This fine home sits just a half block east of the Mt. Tabor Presbyterian Church we visited a couple weeks ago. Located at 5631 SE Belmont Street, the Jacob H. Cook home is an excellent colonial revival example. Even the low block wall is still beautifully intact.
The final part of our series on Reservoir #6 shows it complete and operational in 1916. The east-west divider wall is not visible in this photo but it separates the reservoir into north and south basins; only one is filled at a time. Water pressure from Reservoir #5 just uphill feeds the fountain in the active basin.
By 1912, Reservoir #6 work was progressing well. Installation of the lining had begun and construction of the center wall separating the north and south basins was underway. The inlet gatehouse, to the left, would house a small hydroelectric turbine; generated power could be sold back to the grid or used as backup power for the facility if needed. The outlet gatehouse is somewhat smaller.
Construction continues into 1911 on Reservoir #6 on Mt. Tabor. Excavation looks complete and work has begun on the inlet and outlet gatehouses. The view is from much the same vantage point as last week’s photo.

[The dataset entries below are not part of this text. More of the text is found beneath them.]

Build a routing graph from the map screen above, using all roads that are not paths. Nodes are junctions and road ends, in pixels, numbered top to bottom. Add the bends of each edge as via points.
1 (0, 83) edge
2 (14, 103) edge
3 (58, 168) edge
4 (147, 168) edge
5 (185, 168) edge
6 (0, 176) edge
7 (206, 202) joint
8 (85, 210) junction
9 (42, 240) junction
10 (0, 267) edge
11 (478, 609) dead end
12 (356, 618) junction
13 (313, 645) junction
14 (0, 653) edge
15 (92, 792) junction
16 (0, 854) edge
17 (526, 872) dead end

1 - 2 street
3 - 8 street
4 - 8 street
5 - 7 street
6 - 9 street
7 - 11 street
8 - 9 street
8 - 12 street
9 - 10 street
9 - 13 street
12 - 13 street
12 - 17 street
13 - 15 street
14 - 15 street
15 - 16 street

Grading and excavation of Reservoir #6 on Mt Tabor continues in this 1910 image looking southwest from higher up the hill. What’s densely built Southeast Portland now was pretty sparsely populated in 1910.
Today is the first in a weekly series of looks at Reservoir #6 on the western flank of Mt. Tabor. This view looking southeast shows the beginning stages of excavation and grading in 1910. The photo appears to have caught an explosion in the right distance. Construction of Reservior #5 is underway farther up the hill.